Thomas Mann
Ihre Annäherung, dieses Streicheln seiner Wange mit dem nackten Arm, mochte der niedrig-zärtliche Ausdruck ihrer Empfänglichkeit gewesen sein. Die Unglückliche warnte den Verlangenden vor sich – ein Akt freier seelischer Erhebung über ihre physische Existenz, ein Akt der Liebe. Welches tief geheimste Verlangen nach dämonischer Empfängnis, nach einer tödlich entfesselnden chemischen Veränderung seiner Natur wirkte dahin, dass der Gewarnte die Warnung verschmähte?
(Doktor Faustus, Kapitel XIX)
Andrea Benedela
Esmeralda ist keine Verführerin – sie ist ein Portal. Ihr Körper bietet nicht nur Lust, sondern Wandlung: die freiwillige, bewusste Preisgabe an das, was zerstören wird. In ihr begegnet Adrian der Krankheit als Mythos, als Verwandlungskraft. Sie liebt ihn genug, um ihn zu warnen – und er liebt das Unbekannte genug, um die Warnung zu missachten.
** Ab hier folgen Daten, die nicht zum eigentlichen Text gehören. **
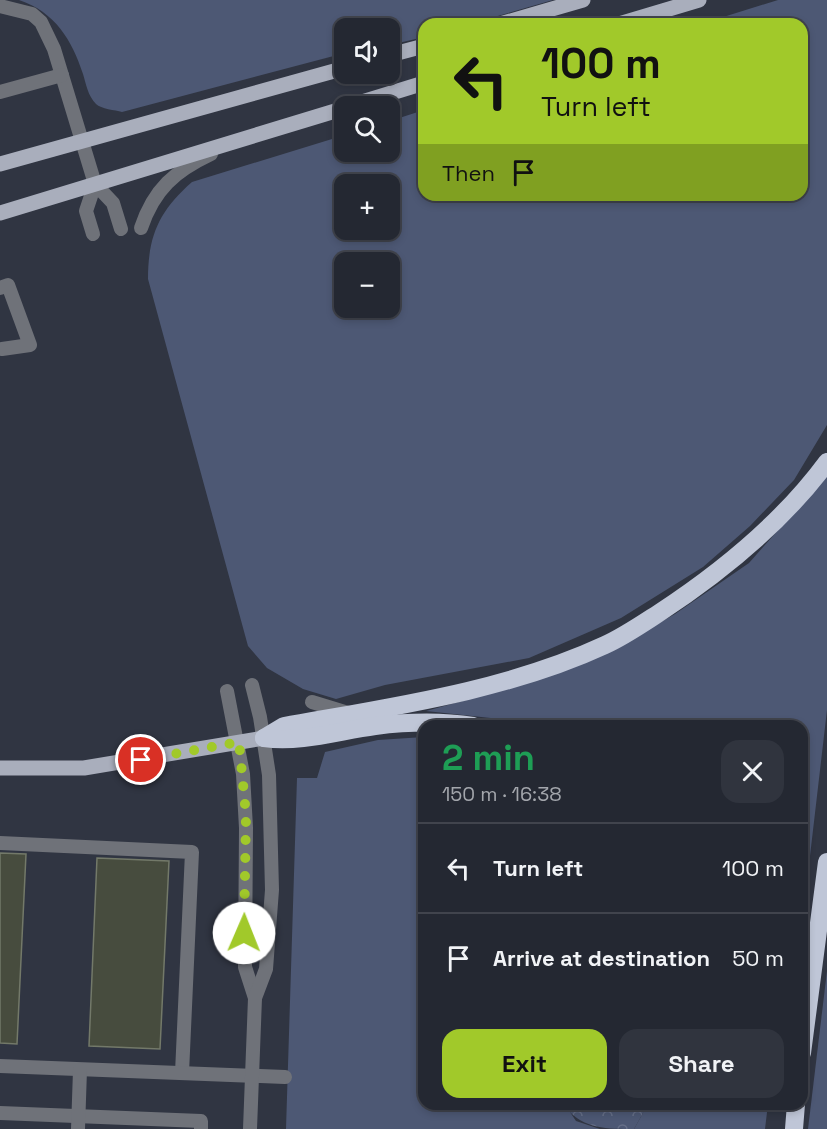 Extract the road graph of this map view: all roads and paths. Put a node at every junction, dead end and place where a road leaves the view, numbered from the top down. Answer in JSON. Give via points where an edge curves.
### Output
{"nodes":[{"id":1,"x":583,"y":0,"type":"edge"},
{"id":2,"x":699,"y":0,"type":"edge"},
{"id":3,"x":0,"y":6,"type":"edge"},
{"id":4,"x":521,"y":18,"type":"edge"},
{"id":5,"x":639,"y":18,"type":"edge"},
{"id":6,"x":418,"y":48,"type":"edge"},
{"id":7,"x":400,"y":52,"type":"edge"},
{"id":8,"x":334,"y":71,"type":"edge"},
{"id":9,"x":62,"y":75,"type":"junction"},
{"id":10,"x":418,"y":85,"type":"edge"},
{"id":11,"x":0,"y":92,"type":"edge"},
{"id":12,"x":382,"y":96,"type":"edge"},
{"id":13,"x":334,"y":111,"type":"edge"},
{"id":14,"x":82,"y":140,"type":"junction"},
{"id":15,"x":236,"y":142,"type":"junction"},
{"id":16,"x":0,"y":164,"type":"edge"},
{"id":17,"x":95,"y":184,"type":"junction"},
{"id":18,"x":0,"y":213,"type":"edge"},
{"id":19,"x":141,"y":228,"type":"dead end"},
{"id":20,"x":121,"y":229,"type":"dead end"},
{"id":21,"x":93,"y":234,"type":"dead end"},
{"id":22,"x":0,"y":288,"type":"edge"},
{"id":23,"x":2,"y":349,"type":"dead end"},
{"id":24,"x":827,"y":462,"type":"edge"},
{"id":25,"x":252,"y":685,"type":"dead end"},
{"id":26,"x":227,"y":691,"type":"dead end"},
{"id":27,"x":312,"y":702,"type":"dead end"},
{"id":28,"x":356,"y":713,"type":"junction"},
{"id":29,"x":418,"y":723,"type":"edge"},
{"id":30,"x":264,"y":738,"type":"junction"},
{"id":31,"x":239,"y":742,"type":"junction"},
{"id":32,"x":0,"y":768,"type":"edge"},
{"id":33,"x":0,"y":843,"type":"edge"},
{"id":34,"x":827,"y":862,"type":"edge"},
{"id":35,"x":255,"y":998,"type":"junction"},
{"id":36,"x":808,"y":1007,"type":"edge"},
{"id":37,"x":0,"y":1066,"type":"edge"},
{"id":38,"x":80,"y":1070,"type":"junction"},
{"id":39,"x":182,"y":1073,"type":"junction"},
{"id":40,"x":251,"y":1075,"type":"junction"},
{"id":41,"x":285,"y":1077,"type":"dead end"},
{"id":42,"x":796,"y":1110,"type":"edge"},
{"id":43,"x":0,"y":1113,"type":"edge"},
{"id":44,"x":79,"y":1122,"type":"edge"},
{"id":45,"x":201,"y":1129,"type":"edge"},
{"id":46,"x":250,"y":1129,"type":"edge"},
{"id":47,"x":794,"y":1129,"type":"edge"}],
"edges":[{"from":1,"to":4,"type":"main road"},
{"from":2,"to":5,"type":"main road"},
{"from":3,"to":9,"type":"street","via":[[32,14],[40,22]]},
{"from":6,"to":7,"type":"main road"},
{"from":8,"to":14,"type":"main road"},
{"from":9,"to":11,"type":"street"},
{"from":9,"to":14,"type":"street"},
{"from":10,"to":12,"type":"main road"},
{"from":13,"to":15,"type":"main road"},
{"from":14,"to":16,"type":"main road"},
{"from":14,"to":17,"type":"street"},
{"from":15,"to":17,"type":"main road"},
{"from":15,"to":19,"type":"street","via":[[170,177],[154,197]]},
{"from":17,"to":18,"type":"main road"},
{"from":17,"to":20,"type":"street","via":[[113,203]]},
{"from":17,"to":21,"type":"street","via":[[86,211]]},
{"from":22,"to":23,"type":"street","via":[[8,285],[30,345]]},
{"from":24,"to":28,"type":"highway","via":[[804,494],[724,567],[605,645],[449,696]]},
{"from":25,"to":30,"type":"street"},
{"from":26,"to":31,"type":"street"},
{"from":27,"to":28,"type":"street"},
{"from":28,"to":30,"type":"highway","via":[[284,726]]},
{"from":29,"to":30,"type":"highway","via":[[288,741]]},
{"from":30,"to":31,"type":"main road"},
{"from":30,"to":35,"type":"street","via":[[271,813],[272,890],[267,969]]},
{"from":31,"to":32,"type":"main road","via":[[84,768]]},
{"from":31,"to":35,"type":"street","via":[[246,815],[245,968]]},
{"from":33,"to":39,"type":"street","via":[[192,852]]},
{"from":34,"to":36,"type":"highway"},
{"from":35,"to":40,"type":"street"},
{"from":37,"to":38,"type":"street"},
{"from":38,"to":39,"type":"street"},
{"from":38,"to":44,"type":"street"},
{"from":39,"to":40,"type":"street"},
{"from":40,"to":41,"type":"street"},
{"from":40,"to":46,"type":"street"},
{"from":42,"to":47,"type":"highway"},
{"from":43,"to":44,"type":"street"},
{"from":44,"to":45,"type":"street","via":[[201,1121]]}]} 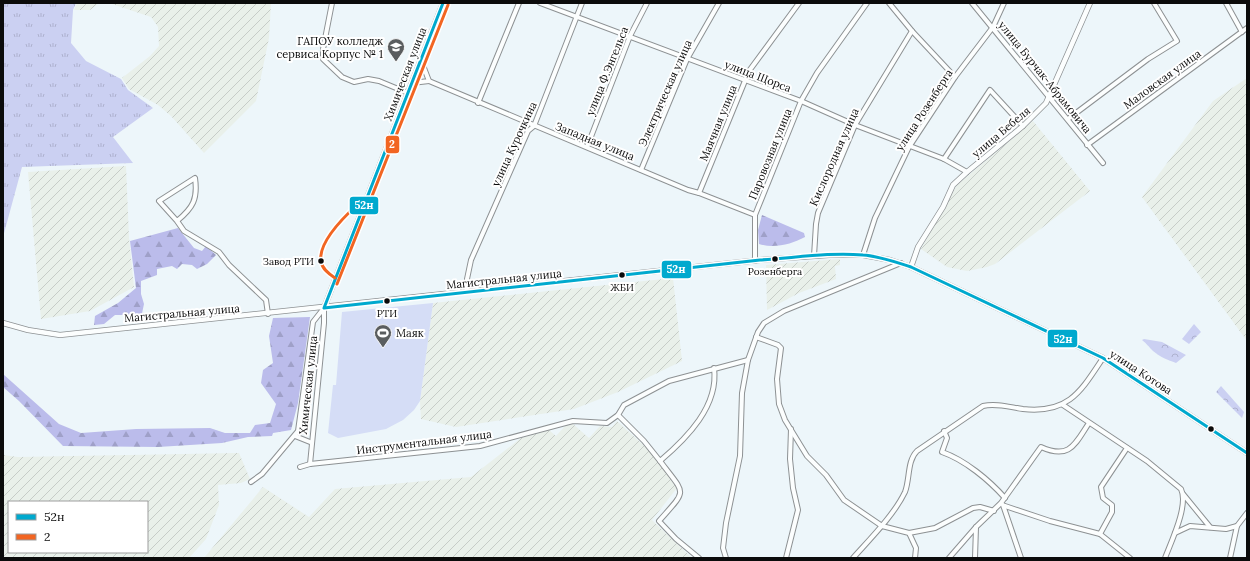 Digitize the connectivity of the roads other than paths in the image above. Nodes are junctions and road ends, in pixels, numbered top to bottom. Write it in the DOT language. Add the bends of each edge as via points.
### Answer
graph roads {
  1 [pos="332,3"];
  2 [pos="443,3"];
  3 [pos="519,3"];
  4 [pos="540,3"];
  5 [pos="582,3"];
  6 [pos="647,3"];
  7 [pos="719,3"];
  8 [pos="799,3"];
  9 [pos="867,3"];
  10 [pos="890,3"];
  11 [pos="972,3"];
  12 [pos="1004,3"];
  13 [pos="1090,3"];
  14 [pos="1154,3"];
  15 [pos="1226,3"];
  16 [pos="576,17"];
  17 [pos="993,27"];
  18 [pos="1247,28"];
  19 [pos="912,31"];
  20 [pos="1242,32"];
  21 [pos="630,36"];
  22 [pos="687,59"];
  23 [pos="421,60"];
  24 [pos="955,77"];
  25 [pos="429,80"];
  26 [pos="745,80"];
  27 [pos="412,83"];
  28 [pos="408,93"];
  29 [pos="1050,97"];
  30 [pos="801,101"];
  31 [pos="478,103"];
  32 [pos="1068,119"];
  33 [pos="855,125"];
  34 [pos="534,126"];
  35 [pos="1023,126"];
  36 [pos="1087,145"];
  37 [pos="909,147"];
  38 [pos="587,148"];
  39 [pos="944,159"];
  40 [pos="1103,163"];
  41 [pos="641,170"];
  42 [pos="967,172"];
  43 [pos="699,193"];
  44 [pos="755,215"];
  45 [pos="177,221"];
  46 [pos="862,255"];
  47 [pos="814,256"];
  48 [pos="755,261"];
  49 [pos="900,263"];
  50 [pos="911,267"];
  51 [pos="467,292"];
  52 [pos="324,308"];
  53 [pos="268,314"];
  54 [pos="3,323"];
  55 [pos="756,337"];
  56 [pos="1103,358"];
  57 [pos="748,360"];
  58 [pos="714,368"];
  59 [pos="1064,404"];
  60 [pos="618,415"];
  61 [pos="1089,423"];
  62 [pos="791,429"];
  63 [pos="944,431"];
  64 [pos="295,436"];
  65 [pos="310,442"];
  66 [pos="1128,448"];
  67 [pos="1247,453"];
  68 [pos="660,461"];
  69 [pos="310,464"];
  70 [pos="300,467"];
  71 [pos="251,482"];
  72 [pos="1183,494"];
  73 [pos="1005,498"];
  74 [pos="1191,504"];
  75 [pos="1003,505"];
  76 [pos="1182,507"];
  77 [pos="994,511"];
  78 [pos="1247,513"];
  79 [pos="882,526"];
  80 [pos="1237,526"];
  81 [pos="976,527"];
  82 [pos="1210,527"];
  83 [pos="1175,533"];
  84 [pos="909,534"];
  85 [pos="1100,534"];
  86 [pos="699,558"];
  87 [pos="726,558"];
  88 [pos="786,558"];
  89 [pos="853,558"];
  90 [pos="915,558"];
  91 [pos="948,558"];
  92 [pos="975,558"];
  93 [pos="1021,558"];
  94 [pos="1130,558"];
  95 [pos="1164,558"];
  96 [pos="1230,558"];
  1 -- 28 [label="street" via="322,59 342,77 354,82 368,79 379,81"];
  2 -- 23 [label="street, Химическая улица"];
  3 -- 31 [label="street"];
  4 -- 16 [label="street, улица Щорса"];
  5 -- 16 [label="street, улица Курочкина"];
  6 -- 21 [label="street, улица Ф.Энгельса"];
  7 -- 22 [label="street, Электрическая улица"];
  8 -- 26 [label="street, Маячная улица"];
  9 -- 30 [label="street, Паровозная улица" via="817,73"];
  10 -- 19 [label="street"];
  11 -- 17 [label="street, улица Бурчак-Абрамовича"];
  12 -- 17 [label="street, улица Розенберга"];
  13 -- 29 [label="street, улица Бебеля"];
  14 -- 32 [label="street" via="1177,41 1148,59"];
  15 -- 20 [label="street"];
  16 -- 21 [label="street, улица Щорса"];
  16 -- 34 [label="street, улица Курочкина"];
  17 -- 24 [label="street, улица Розенберга"];
  17 -- 29 [label="street, улица Бурчак-Абрамовича"];
  18 -- 20 [label="street, Маловская улица"];
  19 -- 24 [label="street"];
  19 -- 33 [label="street, Кислородная улица"];
  20 -- 36 [label="street, Маловская улица"];
  21 -- 22 [label="street, улица Щорса"];
  21 -- 38 [label="street, улица Ф.Энгельса"];
  22 -- 26 [label="street, улица Щорса"];
  22 -- 41 [label="street, Электрическая улица"];
  23 -- 25 [label="street"];
  23 -- 27 [label="street, Химическая улица"];
  24 -- 37 [label="street, улица Розенберга"];
  25 -- 27 [label="street"];
  25 -- 31 [label="street, Западная улица"];
  26 -- 30 [label="street, улица Щорса"];
  26 -- 43 [label="street, Маячная улица"];
  27 -- 28 [label="street, Химическая улица"];
  28 -- 52 [label="street, Химическая улица" via="332,282"];
  29 -- 32 [label="street, улица Бурчак-Абрамовича"];
  29 -- 35 [label="street, улица Бебеля" via="1041,110"];
  30 -- 33 [label="street, улица Щорса"];
  30 -- 44 [label="street, Паровозная улица"];
  31 -- 34 [label="street, Западная улица"];
  32 -- 36 [label="street, улица Бурчак-Абрамовича"];
  33 -- 37 [label="street, улица Щорса"];
  33 -- 47 [label="street, Кислородная улица" via="818,213"];
  34 -- 38 [label="street, Западная улица"];
  34 -- 51 [label="street, улица Курочкина" via="528,131 471,260"];
  35 -- 39 [label="street" via="990,90"];
  35 -- 42 [label="street, улица Бебеля"];
  36 -- 40 [label="street, улица Бурчак-Абрамовича"];
  37 -- 39 [label="street, улица Щорса"];
  37 -- 46 [label="street, улица Розенберга" via="875,218"];
  38 -- 41 [label="street, Западная улица"];
  39 -- 42 [label="street, улица Щорса"];
  41 -- 43 [label="street, Западная улица"];
  42 -- 50 [label="street, улица Бебеля" via="953,185 943,207 918,247"];
  43 -- 44 [label="street, Западная улица"];
  44 -- 48 [label="street, Паровозная улица"];
  45 -- 45 [label="street" via="159,201 195,178 197,189 194,204"];
  45 -- 53 [label="street" via="184,231 219,252 228,265 266,300"];
  46 -- 47 [label="street, Магистральная улица"];
  46 -- 49 [label="street, Магистральная улица"];
  47 -- 48 [label="street, Магистральная улица"];
  48 -- 51 [label="street, Магистральная улица"];
  49 -- 50 [label="street, Магистральная улица"];
  49 -- 55 [label="street" via="784,311 764,324"];
  50 -- 56 [label="street, улица Котова"];
  51 -- 52 [label="street, Магистральная улица"];
  52 -- 53 [label="street, Магистральная улица"];
  52 -- 64 [label="street, Химическая улица" via="313,322 303,403"];
  52 -- 65 [label="street, Химическая улица"];
  53 -- 54 [label="street, Магистральная улица" via="60,335"];
  55 -- 57 [label="street"];
  55 -- 62 [label="street" via="781,348 777,379 779,404"];
  56 -- 59 [label="street" via="1079,392"];
  56 -- 67 [label="street, улица Котова"];
  57 -- 58 [label="street, Инструментальная улица"];
  57 -- 87 [label="street" via="742,393 740,456 723,548"];
  58 -- 60 [label="street, Инструментальная улица" via="668,381 624,405"];
  58 -- 68 [label="street" via="713,391 704,411 682,442"];
  59 -- 61 [label="street"];
  59 -- 63 [label="street" via="1025,409 991,404 982,406"];
  60 -- 68 [label="street"];
  60 -- 69 [label="street, Инструментальная улица" via="607,423 573,421 480,446"];
  61 -- 66 [label="street"];
  61 -- 73 [label="street" via="1076,442 1066,451 1054,453 1041,447"];
  62 -- 79 [label="street" via="807,456 826,475 844,500"];
  62 -- 88 [label="street" via="790,459 798,510"];
  63 -- 73 [label="street" via="946,438 942,452 953,456 995,486"];
  63 -- 79 [label="street" via="913,455 905,492"];
  64 -- 65 [label="street"];
  64 -- 71 [label="street, Химическая улица" via="262,474"];
  65 -- 69 [label="street, Химическая улица"];
  66 -- 72 [label="street" via="1166,476"];
  66 -- 85 [label="street" via="1101,487 1103,498 1112,505 1112,512"];
  68 -- 86 [label="street" via="681,492 678,500 659,521"];
  69 -- 70 [label="street, Инструментальная улица"];
  72 -- 74 [label="street"];
  72 -- 76 [label="street"];
  73 -- 75 [label="street"];
  74 -- 76 [label="street"];
  74 -- 82 [label="street"];
  75 -- 77 [label="street"];
  75 -- 85 [label="street" via="1050,522"];
  75 -- 93 [label="street"];
  76 -- 83 [label="street"];
  77 -- 81 [label="street"];
  77 -- 84 [label="street" via="973,508 935,528"];
  78 -- 80 [label="street"];
  79 -- 84 [label="street"];
  79 -- 89 [label="street"];
  80 -- 82 [label="street" via="1226,529"];
  80 -- 96 [label="street"];
  81 -- 91 [label="street"];
  81 -- 92 [label="street"];
  82 -- 83 [label="street" via="1190,526"];
  83 -- 95 [label="street"];
  84 -- 90 [label="street" via="916,548"];
  85 -- 94 [label="street"];
}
Esmeralda ist damit mehr als Überträgerin der Syphilis: Sie ist alchemistisches Symbol, weibliches Echo des Paktes, das Versprechen auf eine Tiefe, die ohne Opfer nicht zu haben ist. Ihr Streicheln ist zugleich Erhebung und Abstieg. H-E-A-E-ES, die Tonfolge des Schmetterlings Hetaera Esmeralda, ein chiffrierter Hades, kein zufälliges Ornament, sondern eine Initiation – der Klang des Paktes.
Lucien Kael
Liebe hat ihn gewarnt, Verheißung ließ ihn den Pakt unterschreiben.